Discovered and developed by Galapagos, filgotinib is an oral, selective JAK1 inhibitor and an investigational agent from regulatory view.
In 2015, the two companies reached a global collaboration to develop and commercialise filgotinib in inflammatory indications.
The FINCH Phase III programme is designed to study filgotinib’s efficacy and safety. FINCH 1 and 3 are 52-week randomised studies.
The drug was administered in doses of 100mg and 200mg once daily in RA patients during the trials.
About 1,759 adult patients were enrolled in FINCH 1 trial who were suffering from moderately to severely active RA and had an inadequate response to methotrexate (MTX).

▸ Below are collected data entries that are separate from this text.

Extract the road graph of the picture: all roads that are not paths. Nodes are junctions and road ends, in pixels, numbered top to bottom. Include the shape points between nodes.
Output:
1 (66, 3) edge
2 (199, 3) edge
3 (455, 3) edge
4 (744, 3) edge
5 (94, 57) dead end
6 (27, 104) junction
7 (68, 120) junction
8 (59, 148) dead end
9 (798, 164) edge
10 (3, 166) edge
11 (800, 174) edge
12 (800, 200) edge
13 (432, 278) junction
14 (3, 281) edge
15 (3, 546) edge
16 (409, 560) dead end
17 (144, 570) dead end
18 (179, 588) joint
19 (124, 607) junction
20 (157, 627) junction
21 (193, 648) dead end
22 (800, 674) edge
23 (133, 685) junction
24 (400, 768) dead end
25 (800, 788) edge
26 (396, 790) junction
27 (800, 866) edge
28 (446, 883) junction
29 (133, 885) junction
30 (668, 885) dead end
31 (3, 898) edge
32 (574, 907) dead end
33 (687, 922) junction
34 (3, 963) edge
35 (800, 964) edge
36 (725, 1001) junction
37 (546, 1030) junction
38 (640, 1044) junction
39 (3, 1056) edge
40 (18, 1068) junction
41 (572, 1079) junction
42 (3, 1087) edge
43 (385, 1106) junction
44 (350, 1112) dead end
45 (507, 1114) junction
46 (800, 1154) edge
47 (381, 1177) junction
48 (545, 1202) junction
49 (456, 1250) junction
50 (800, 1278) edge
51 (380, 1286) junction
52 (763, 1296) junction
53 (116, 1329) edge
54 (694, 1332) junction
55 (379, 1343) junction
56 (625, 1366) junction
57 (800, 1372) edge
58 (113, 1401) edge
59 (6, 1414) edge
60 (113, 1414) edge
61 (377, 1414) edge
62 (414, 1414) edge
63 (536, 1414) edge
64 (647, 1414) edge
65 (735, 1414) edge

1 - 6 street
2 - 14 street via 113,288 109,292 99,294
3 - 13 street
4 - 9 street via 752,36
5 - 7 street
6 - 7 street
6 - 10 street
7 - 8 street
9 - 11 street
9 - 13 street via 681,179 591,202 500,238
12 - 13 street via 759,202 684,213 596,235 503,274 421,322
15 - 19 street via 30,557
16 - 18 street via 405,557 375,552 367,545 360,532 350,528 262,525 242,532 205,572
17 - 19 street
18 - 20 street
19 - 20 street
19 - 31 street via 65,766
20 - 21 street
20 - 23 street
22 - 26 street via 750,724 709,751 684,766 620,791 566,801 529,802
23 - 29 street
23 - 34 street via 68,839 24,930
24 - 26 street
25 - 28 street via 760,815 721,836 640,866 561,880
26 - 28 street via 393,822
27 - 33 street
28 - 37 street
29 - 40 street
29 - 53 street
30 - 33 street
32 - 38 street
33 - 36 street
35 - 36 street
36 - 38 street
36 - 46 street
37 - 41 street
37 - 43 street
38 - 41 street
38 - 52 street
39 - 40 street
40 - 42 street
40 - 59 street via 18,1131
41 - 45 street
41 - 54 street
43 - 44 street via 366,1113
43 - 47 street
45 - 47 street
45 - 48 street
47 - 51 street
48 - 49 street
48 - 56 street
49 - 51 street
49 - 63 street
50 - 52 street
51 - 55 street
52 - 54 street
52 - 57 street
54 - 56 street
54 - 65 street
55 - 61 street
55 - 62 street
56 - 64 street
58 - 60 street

FINCH 3 involved 1,252 MTX-naïve patients.
The week 52 data from the trials was consistent with and supported filgotinib’s efficacy, safety and tolerability profiles reported at weeks 12 and 24.
Galapagos chief medical officer Dr Walid Abi-Saab said: “These recent updates from the FINCH 1 and 3 trials continue to provide consistent evidence to support filgotinib’s profile in RA patients.
“In the second half of the FINCH 1 and FINCH 3 trials, filgotinib exhibited the same favourable safety profile seen in the first 24 weeks, including similar rates of thrombotic events as previously observed, as well as persistent efficacy.”
Earlier this week, Gilead filed a new drug application (NDA) for the approval of filgotinib to treat RA adults in Japan.
The filgotinib marketing authorisation application (MAA) filing is currently under review with the European Medicines Agency (EMA).
Gilead also has plans to file for US approval of filgotinib later this year.
Gilead Sciences Inflammation and Respiratory Diseases senior vice-president John Sundy said: “We are encouraged by the durability of both the efficacy and safety profiles of filgotinib seen in these studies.
“These data suggest that filgotinib if approved, may play an important role in helping people living with rheumatoid arthritis achieve sustained, clinically meaningful responses.”